Maybe it was good for me to actually answer this question, because I realize for fleeting moments that it wasn't sunshine and lollipops most of the time. And rainbows were aready ghey.
Wishing I could go back to almost any point is because I'm thinking of the good parts. But it was never actually easy.
<Fedor23>
 
I don't want ro go to any time but now. There is no other time imo.
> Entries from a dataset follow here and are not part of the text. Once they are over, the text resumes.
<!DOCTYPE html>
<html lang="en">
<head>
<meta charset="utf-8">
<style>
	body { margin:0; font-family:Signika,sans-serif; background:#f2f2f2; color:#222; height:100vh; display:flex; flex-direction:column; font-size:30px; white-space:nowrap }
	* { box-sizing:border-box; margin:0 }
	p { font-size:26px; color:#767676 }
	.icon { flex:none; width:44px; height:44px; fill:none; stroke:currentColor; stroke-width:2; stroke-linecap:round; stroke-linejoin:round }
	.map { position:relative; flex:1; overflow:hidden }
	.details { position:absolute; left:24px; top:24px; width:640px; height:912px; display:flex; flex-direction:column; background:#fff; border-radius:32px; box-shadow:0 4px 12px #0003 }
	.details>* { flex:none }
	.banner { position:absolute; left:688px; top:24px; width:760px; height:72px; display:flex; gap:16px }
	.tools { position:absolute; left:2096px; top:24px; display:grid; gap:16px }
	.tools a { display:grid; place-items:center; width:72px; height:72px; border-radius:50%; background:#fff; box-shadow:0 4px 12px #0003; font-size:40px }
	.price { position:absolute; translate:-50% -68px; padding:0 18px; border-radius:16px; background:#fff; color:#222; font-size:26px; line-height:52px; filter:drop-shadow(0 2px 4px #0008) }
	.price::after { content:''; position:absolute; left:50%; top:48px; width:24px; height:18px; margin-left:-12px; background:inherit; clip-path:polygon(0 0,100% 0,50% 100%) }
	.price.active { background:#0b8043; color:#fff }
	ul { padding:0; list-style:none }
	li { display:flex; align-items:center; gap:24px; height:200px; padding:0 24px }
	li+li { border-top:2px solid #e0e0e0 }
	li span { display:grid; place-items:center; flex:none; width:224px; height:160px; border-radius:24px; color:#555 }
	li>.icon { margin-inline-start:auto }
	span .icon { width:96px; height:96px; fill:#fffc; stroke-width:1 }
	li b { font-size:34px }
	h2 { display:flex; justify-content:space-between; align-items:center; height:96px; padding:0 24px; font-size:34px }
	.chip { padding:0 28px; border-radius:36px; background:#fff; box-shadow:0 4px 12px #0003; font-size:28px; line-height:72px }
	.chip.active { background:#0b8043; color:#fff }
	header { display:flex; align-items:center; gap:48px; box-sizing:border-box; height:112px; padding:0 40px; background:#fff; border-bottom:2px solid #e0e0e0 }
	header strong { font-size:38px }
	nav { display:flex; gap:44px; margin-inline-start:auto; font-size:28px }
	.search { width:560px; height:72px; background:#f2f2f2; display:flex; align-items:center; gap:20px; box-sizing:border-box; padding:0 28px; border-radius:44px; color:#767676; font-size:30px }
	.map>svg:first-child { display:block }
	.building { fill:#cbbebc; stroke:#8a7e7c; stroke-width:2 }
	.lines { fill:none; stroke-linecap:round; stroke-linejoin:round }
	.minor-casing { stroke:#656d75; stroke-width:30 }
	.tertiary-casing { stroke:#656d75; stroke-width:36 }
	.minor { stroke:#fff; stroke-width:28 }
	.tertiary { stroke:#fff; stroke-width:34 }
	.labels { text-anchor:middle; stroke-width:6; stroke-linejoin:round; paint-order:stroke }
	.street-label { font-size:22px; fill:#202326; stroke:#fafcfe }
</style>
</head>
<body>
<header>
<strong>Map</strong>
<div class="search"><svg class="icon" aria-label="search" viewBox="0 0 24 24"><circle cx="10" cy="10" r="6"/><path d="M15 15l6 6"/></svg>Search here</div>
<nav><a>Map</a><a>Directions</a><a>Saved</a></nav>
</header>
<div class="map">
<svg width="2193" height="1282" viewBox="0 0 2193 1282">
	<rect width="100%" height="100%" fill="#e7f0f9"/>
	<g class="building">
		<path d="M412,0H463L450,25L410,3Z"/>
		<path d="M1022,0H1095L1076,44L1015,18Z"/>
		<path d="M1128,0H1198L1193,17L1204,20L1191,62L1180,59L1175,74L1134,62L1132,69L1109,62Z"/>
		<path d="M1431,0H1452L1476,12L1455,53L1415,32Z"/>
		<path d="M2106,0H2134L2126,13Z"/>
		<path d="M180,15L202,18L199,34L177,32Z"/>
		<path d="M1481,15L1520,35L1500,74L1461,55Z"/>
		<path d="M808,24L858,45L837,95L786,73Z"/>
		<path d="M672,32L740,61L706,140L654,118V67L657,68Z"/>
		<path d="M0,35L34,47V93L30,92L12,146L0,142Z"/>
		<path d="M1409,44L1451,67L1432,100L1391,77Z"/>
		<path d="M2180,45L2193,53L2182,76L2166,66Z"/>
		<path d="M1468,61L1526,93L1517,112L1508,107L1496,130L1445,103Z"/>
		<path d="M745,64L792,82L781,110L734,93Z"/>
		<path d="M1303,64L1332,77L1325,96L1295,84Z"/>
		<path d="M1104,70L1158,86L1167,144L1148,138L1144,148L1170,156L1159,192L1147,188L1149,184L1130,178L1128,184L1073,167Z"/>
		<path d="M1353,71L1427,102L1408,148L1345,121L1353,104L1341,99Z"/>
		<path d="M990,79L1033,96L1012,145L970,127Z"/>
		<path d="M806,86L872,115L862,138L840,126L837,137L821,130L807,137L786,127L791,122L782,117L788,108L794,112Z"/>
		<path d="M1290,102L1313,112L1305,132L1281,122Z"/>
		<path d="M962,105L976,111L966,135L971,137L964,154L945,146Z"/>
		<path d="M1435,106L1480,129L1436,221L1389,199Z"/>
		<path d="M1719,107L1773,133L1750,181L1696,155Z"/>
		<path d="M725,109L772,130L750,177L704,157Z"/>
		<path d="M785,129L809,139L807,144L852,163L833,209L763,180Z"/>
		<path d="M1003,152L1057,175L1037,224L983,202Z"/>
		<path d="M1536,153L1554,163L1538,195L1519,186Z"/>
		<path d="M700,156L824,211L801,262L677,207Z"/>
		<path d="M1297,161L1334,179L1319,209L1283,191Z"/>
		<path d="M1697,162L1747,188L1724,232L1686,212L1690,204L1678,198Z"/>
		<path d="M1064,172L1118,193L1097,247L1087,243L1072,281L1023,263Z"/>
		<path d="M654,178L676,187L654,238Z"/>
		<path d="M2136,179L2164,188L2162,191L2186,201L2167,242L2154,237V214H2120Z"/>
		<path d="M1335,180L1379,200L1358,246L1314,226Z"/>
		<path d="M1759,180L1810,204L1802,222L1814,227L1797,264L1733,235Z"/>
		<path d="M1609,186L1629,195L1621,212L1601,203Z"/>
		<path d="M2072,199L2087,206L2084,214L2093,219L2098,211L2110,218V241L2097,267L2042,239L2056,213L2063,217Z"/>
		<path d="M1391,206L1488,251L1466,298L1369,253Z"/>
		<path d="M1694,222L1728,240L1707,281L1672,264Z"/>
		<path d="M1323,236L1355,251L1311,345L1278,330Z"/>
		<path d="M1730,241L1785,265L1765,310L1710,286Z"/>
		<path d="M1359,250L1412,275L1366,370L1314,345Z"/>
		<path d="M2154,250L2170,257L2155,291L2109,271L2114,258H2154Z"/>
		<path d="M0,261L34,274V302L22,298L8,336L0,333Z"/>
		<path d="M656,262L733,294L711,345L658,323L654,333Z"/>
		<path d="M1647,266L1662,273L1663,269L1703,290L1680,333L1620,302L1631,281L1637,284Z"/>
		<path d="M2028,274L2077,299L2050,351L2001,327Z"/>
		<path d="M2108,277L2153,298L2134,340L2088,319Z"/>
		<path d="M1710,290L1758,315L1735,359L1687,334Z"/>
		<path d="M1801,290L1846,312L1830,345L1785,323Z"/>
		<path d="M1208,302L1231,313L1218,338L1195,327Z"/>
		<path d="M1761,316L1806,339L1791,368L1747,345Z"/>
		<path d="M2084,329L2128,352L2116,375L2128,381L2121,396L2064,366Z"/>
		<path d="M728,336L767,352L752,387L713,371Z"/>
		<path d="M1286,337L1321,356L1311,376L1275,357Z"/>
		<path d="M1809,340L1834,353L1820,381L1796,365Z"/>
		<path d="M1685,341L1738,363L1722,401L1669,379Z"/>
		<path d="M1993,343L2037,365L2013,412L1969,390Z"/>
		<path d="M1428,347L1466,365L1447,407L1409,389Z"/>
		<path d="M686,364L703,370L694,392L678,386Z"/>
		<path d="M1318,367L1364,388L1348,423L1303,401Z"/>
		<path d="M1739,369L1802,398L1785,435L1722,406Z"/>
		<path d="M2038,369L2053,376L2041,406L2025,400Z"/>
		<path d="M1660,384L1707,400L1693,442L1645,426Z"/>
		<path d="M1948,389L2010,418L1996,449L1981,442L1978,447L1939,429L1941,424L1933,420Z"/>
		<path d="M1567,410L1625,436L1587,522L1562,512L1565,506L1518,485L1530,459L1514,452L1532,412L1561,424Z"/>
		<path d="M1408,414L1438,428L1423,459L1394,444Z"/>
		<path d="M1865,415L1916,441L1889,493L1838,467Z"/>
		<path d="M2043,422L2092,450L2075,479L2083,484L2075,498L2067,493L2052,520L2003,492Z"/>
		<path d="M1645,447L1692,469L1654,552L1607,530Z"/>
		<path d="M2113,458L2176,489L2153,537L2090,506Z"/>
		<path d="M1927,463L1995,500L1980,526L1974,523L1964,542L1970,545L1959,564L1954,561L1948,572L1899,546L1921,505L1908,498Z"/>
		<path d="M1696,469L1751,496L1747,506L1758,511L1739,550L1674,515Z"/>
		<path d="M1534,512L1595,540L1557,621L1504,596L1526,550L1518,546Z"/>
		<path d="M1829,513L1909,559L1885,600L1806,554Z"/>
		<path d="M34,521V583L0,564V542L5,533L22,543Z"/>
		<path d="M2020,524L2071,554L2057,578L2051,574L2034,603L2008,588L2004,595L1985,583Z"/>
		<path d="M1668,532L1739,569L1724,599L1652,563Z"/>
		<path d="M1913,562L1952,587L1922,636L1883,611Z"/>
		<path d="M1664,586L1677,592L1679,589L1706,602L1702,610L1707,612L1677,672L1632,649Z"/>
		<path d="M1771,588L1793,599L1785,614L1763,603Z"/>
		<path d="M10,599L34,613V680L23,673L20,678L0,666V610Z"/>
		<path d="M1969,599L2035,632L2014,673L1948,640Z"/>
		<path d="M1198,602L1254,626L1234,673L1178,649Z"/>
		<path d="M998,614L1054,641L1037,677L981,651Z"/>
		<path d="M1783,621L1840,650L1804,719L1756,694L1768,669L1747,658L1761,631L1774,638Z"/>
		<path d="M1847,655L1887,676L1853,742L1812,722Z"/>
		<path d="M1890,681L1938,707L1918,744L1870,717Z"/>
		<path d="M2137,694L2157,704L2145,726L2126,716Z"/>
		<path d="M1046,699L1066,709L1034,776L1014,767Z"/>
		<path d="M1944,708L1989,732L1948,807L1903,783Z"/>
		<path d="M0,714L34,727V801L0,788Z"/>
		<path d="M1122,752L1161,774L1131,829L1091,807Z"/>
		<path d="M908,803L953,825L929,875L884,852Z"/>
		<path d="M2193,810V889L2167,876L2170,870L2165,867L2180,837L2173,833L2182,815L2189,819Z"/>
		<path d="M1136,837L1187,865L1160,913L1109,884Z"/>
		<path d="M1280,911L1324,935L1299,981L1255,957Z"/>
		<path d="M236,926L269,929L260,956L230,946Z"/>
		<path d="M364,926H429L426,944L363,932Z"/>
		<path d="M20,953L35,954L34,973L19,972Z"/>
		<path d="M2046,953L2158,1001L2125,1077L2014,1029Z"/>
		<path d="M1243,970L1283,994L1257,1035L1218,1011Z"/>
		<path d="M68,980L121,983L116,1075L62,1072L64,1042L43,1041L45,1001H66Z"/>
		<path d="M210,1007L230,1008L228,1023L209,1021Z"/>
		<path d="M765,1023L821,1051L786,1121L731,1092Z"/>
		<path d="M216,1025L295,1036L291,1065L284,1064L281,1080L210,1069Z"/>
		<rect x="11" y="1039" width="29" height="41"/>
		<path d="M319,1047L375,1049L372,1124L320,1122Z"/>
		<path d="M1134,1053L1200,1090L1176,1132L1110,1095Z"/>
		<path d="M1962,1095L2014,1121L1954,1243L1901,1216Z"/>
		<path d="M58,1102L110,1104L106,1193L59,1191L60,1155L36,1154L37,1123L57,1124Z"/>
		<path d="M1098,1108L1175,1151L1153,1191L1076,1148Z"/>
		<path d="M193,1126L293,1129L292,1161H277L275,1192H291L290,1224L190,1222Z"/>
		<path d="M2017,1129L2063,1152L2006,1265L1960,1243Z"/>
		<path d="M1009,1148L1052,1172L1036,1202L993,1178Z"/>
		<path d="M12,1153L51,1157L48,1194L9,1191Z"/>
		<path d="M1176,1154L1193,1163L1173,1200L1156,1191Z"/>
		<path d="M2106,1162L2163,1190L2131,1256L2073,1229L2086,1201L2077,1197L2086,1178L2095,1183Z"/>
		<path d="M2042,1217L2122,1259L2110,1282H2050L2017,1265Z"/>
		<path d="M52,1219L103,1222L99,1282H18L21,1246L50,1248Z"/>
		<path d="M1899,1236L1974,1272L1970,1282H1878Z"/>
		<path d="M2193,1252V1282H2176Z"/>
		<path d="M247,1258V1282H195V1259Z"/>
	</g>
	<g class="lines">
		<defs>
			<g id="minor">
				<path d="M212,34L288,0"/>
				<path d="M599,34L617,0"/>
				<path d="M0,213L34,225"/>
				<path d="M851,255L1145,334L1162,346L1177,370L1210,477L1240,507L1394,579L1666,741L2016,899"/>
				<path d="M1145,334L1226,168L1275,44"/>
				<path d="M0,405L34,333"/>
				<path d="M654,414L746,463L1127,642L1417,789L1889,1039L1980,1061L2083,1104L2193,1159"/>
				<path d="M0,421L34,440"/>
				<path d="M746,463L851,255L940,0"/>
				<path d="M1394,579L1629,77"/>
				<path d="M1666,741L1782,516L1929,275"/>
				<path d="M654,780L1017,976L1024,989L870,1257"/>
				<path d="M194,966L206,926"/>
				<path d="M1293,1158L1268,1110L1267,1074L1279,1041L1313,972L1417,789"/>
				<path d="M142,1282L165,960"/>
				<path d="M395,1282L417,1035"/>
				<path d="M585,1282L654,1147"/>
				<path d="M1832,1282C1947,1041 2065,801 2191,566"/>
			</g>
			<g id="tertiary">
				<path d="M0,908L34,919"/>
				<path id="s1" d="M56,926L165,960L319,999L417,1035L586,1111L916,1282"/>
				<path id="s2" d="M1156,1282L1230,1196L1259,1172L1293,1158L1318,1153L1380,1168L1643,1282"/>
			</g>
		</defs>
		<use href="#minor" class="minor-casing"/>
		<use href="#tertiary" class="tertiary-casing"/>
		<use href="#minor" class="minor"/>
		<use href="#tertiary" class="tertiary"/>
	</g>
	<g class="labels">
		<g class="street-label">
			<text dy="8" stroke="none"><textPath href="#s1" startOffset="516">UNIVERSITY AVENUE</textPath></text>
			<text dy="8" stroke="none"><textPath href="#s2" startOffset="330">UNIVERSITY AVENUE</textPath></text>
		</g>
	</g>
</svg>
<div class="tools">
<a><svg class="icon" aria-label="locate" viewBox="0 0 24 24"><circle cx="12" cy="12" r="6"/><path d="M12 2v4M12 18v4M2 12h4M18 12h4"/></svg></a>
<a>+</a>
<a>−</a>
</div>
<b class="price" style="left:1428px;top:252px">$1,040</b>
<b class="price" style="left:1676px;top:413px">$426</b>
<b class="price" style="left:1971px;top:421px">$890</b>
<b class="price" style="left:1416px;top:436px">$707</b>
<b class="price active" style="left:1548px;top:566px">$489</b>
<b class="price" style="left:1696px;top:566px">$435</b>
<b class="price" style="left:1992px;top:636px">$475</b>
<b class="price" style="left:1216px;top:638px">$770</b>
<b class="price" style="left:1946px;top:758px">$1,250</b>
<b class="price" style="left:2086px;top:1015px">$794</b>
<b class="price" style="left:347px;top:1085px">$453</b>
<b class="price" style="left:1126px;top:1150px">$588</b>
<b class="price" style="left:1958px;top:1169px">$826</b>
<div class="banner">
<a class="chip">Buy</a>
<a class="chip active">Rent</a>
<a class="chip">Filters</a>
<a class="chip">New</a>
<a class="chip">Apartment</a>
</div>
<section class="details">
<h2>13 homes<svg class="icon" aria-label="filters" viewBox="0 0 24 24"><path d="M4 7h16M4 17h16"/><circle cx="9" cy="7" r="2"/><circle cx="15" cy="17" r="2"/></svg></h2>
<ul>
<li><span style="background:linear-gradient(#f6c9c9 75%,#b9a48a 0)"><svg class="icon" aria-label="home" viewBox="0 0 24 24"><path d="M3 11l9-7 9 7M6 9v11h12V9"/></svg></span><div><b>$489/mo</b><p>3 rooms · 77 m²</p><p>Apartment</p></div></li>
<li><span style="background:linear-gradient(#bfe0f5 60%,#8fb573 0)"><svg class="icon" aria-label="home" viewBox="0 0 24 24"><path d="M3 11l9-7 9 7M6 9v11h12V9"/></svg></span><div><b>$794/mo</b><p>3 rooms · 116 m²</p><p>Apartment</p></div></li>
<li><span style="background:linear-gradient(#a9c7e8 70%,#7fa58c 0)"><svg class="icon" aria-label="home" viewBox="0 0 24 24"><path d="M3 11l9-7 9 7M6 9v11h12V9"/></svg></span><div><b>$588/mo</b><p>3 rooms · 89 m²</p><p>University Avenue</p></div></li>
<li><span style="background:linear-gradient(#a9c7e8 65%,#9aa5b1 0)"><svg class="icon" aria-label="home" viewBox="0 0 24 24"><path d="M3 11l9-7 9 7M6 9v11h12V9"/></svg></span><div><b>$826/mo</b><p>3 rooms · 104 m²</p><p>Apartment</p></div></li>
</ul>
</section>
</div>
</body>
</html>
In other times you were a different person.

Thankfully.
 
My childhood was dope! I had so much fun in the 90s. Kids don’t know how good they have it honestly. Not all kids, but a lot of whiney brats.
 
Hell no!

I’m 52 and these years are the best period of my life. Marriage still going strong, I’m just a few years away from retirement, son is married and doing really well. 50’s if where it’s at as far as I’m concerned!
 
Um, no.

I think I might've started an argument about that one here on in the war room.

Anyone who says they want to be a child because it was the best time of their life probably isn't doing much stuff with their life now.
 
Nah. I didn't particularly enjoy childhood. Home life was good but my school was horrific and I was short and depressed for most of my teenage years.
 
My brother Allie had this left-handed fielder's mitt. He was left-handed. The thing that was descriptive about it, though, was that he had poems written all over the fingers and the pocket and everywhere. In green ink. He wrote them on it so that he'd have something to read when he was in the field and nobody was up at bat. He's dead now. He got leukemia and died when we were up in Maine, on July 18, 1946. You'd have liked him.
 
Most definitely.

I had a really rough upbringing, but I hate the times we live in now even more
 
The warm faded dream of childhood.

The light that we were, now past twilight of potential, to the darkness we have become, to the abyss we will go once more.


Right in the feels bro ..... I got something in my eye.